The non-performing loan (NPL) ratio for banks in China's entrepreneurial hub of Wenzhou has surged this year, official media reported Tuesday, the latest sign of declining credit quality at Chinese banks amid a slowing economy.
The NPL ratio for banks in Wenzhou reached 3 percent by the end of August, up 1.64 percentage points since the start of 2012 and 0.15 percentage points since the end of July, the official China Securities Journal reported, citing unnamed officials in Wenzhou.
At end-August 2011, the ratio was only 0.37 percent.

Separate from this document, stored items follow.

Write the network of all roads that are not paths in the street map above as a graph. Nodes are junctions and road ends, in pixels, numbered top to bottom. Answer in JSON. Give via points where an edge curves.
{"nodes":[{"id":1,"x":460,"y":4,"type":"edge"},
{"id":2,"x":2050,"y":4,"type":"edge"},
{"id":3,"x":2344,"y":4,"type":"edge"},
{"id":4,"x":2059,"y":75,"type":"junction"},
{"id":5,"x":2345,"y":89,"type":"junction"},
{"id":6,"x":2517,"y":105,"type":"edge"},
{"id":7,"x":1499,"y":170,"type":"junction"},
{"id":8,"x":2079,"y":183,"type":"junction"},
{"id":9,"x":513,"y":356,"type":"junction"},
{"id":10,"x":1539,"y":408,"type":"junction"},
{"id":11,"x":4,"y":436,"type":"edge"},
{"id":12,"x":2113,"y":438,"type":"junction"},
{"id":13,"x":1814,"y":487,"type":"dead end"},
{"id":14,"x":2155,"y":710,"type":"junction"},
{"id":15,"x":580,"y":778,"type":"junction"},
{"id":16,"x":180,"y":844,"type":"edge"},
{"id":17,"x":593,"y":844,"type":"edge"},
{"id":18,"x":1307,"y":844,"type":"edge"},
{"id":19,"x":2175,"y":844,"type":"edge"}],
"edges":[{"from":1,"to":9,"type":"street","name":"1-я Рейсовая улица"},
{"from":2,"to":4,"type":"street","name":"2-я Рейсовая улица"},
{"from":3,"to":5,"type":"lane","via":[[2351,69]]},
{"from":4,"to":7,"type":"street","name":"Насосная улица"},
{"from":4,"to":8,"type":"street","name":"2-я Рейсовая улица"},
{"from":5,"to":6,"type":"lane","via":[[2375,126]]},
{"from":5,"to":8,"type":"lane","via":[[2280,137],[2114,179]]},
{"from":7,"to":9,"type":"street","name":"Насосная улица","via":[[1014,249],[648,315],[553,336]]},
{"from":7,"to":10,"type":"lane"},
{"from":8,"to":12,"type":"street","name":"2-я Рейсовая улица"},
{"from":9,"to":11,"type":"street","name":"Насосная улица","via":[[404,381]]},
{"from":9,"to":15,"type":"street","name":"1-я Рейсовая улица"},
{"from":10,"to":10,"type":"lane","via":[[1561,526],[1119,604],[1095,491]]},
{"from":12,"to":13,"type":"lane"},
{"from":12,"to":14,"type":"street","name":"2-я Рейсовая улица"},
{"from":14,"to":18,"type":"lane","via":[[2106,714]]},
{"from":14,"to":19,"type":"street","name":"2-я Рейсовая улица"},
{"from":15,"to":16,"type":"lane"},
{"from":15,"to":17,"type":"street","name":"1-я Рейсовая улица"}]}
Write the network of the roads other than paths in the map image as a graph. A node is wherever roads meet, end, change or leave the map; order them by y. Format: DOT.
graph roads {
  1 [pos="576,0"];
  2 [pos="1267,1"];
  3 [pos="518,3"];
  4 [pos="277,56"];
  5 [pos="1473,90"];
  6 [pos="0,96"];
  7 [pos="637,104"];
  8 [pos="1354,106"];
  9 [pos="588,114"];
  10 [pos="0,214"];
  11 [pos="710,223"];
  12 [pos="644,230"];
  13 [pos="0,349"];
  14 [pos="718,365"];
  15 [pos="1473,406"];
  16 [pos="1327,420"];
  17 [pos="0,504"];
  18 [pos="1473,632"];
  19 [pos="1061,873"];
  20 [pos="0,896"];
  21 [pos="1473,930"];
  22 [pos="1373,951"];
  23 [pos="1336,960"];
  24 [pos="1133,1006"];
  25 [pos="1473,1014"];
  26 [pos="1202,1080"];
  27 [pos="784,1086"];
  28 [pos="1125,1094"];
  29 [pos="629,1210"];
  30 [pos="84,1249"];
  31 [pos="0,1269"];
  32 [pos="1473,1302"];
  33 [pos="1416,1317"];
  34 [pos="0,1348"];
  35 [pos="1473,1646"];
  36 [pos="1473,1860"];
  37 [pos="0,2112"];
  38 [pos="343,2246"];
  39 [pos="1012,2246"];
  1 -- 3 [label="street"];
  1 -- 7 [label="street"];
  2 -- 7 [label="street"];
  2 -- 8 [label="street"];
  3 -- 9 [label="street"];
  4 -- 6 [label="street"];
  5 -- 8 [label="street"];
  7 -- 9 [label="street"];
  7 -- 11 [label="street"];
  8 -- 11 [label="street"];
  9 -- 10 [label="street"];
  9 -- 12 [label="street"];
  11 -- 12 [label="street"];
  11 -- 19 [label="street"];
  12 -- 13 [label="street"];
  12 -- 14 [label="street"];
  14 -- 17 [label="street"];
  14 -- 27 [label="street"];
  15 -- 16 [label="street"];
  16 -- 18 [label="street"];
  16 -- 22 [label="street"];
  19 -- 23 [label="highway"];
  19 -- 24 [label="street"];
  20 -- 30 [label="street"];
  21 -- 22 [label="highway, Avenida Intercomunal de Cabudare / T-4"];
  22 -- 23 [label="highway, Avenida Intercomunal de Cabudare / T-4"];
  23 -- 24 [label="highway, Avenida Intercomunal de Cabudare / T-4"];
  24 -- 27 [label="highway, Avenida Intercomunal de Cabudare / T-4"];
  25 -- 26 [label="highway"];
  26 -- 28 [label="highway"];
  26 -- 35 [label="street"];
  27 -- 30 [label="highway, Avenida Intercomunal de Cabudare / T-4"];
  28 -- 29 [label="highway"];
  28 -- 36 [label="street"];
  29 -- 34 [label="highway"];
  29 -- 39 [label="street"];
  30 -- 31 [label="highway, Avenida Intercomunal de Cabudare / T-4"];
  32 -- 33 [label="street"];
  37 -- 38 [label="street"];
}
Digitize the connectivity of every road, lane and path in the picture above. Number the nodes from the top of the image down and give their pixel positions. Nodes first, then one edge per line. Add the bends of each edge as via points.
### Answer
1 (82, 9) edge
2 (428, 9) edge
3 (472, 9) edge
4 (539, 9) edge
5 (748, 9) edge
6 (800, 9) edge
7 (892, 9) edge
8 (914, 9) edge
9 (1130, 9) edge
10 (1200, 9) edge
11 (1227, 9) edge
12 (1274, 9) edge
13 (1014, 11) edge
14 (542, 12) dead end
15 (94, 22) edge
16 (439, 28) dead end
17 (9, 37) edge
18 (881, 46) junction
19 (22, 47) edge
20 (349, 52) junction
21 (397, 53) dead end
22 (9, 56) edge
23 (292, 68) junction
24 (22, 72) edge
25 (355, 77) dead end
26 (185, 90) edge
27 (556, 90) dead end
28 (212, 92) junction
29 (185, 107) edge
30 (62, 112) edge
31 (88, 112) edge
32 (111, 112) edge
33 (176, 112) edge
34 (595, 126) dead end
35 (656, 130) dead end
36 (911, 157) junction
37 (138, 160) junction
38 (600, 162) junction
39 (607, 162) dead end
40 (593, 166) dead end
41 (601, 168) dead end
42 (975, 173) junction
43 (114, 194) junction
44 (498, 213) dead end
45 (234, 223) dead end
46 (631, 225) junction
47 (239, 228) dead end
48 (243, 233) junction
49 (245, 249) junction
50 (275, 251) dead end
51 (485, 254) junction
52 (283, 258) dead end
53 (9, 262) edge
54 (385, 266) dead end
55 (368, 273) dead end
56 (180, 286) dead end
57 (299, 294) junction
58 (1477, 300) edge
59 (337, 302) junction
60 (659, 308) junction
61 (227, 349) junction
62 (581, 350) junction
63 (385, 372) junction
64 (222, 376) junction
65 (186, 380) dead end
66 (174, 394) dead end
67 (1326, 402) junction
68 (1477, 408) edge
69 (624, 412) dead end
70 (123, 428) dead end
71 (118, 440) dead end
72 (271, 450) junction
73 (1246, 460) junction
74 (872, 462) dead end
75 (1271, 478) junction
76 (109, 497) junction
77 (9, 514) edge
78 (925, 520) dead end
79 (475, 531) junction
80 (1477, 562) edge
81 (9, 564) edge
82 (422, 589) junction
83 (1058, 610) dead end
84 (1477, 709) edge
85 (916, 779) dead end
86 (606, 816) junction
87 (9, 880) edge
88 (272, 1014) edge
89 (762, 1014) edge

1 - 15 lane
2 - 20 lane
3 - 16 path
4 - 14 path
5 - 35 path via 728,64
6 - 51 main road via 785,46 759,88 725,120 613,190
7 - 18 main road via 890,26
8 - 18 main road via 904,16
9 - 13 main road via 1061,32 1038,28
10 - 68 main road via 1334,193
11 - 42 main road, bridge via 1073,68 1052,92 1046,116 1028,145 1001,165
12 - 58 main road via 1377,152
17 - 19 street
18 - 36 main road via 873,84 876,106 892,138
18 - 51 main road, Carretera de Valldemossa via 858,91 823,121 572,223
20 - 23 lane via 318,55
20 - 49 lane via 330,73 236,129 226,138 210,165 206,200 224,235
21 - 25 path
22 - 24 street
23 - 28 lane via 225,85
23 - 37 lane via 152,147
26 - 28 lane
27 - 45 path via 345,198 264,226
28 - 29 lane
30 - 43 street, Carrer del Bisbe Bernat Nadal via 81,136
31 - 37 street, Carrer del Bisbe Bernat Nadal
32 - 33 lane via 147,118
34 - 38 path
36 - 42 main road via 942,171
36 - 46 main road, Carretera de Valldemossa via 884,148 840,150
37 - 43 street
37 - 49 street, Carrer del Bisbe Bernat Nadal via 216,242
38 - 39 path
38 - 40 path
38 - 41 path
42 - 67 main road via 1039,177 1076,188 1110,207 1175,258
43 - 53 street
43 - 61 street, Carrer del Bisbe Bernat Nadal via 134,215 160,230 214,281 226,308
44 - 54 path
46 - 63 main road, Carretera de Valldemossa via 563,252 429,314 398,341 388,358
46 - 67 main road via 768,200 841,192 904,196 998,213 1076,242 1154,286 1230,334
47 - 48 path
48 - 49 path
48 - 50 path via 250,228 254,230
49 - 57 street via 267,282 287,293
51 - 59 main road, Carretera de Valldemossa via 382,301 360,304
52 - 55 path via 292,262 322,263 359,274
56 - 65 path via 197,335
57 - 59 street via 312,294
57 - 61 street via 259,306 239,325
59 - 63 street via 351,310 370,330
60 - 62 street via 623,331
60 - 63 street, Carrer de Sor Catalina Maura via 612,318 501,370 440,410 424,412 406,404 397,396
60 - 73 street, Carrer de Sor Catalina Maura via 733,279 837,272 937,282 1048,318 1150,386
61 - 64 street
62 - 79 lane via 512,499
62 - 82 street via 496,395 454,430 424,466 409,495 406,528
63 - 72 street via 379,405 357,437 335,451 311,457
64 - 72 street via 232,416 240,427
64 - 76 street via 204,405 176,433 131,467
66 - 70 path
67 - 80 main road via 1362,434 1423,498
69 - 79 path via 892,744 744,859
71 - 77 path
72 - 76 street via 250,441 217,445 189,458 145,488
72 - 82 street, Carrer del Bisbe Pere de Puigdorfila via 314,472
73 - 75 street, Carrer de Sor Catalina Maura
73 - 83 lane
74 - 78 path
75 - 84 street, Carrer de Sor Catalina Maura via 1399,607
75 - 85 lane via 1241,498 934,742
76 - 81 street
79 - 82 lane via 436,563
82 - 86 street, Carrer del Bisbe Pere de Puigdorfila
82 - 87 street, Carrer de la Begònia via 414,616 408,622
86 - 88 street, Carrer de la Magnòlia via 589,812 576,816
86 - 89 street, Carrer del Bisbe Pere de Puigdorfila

Banks and regulators do not officially publish city-level NPL ratios, but a State media report in July said that Wenzhou's end-June NPL ratio of 2.69 percent was the highest in a decade. That would make the latest figure a new decade-high.
Wenzhou, in East China's Zhejiang Province, is famous as a center of small factories run by private entrepreneurs, as well as for the vibrant grey-market lenders who finance them.
The city is widely seen as a leading indicator of the state of China's non-State economy. A string of bankruptcies last year - including suicides and disappearances by entrepreneurs unable to repay underground loans - prompted Premier Wen Jiabao to visit the city, where he urged banks to lend more to small businesses.
The report did not name specific banks, but said that the NPL ratio in Wenzhou for an unnamed, nationwide joint-stock bank was 9.09 percent in August, up 1.21 percentage points from July.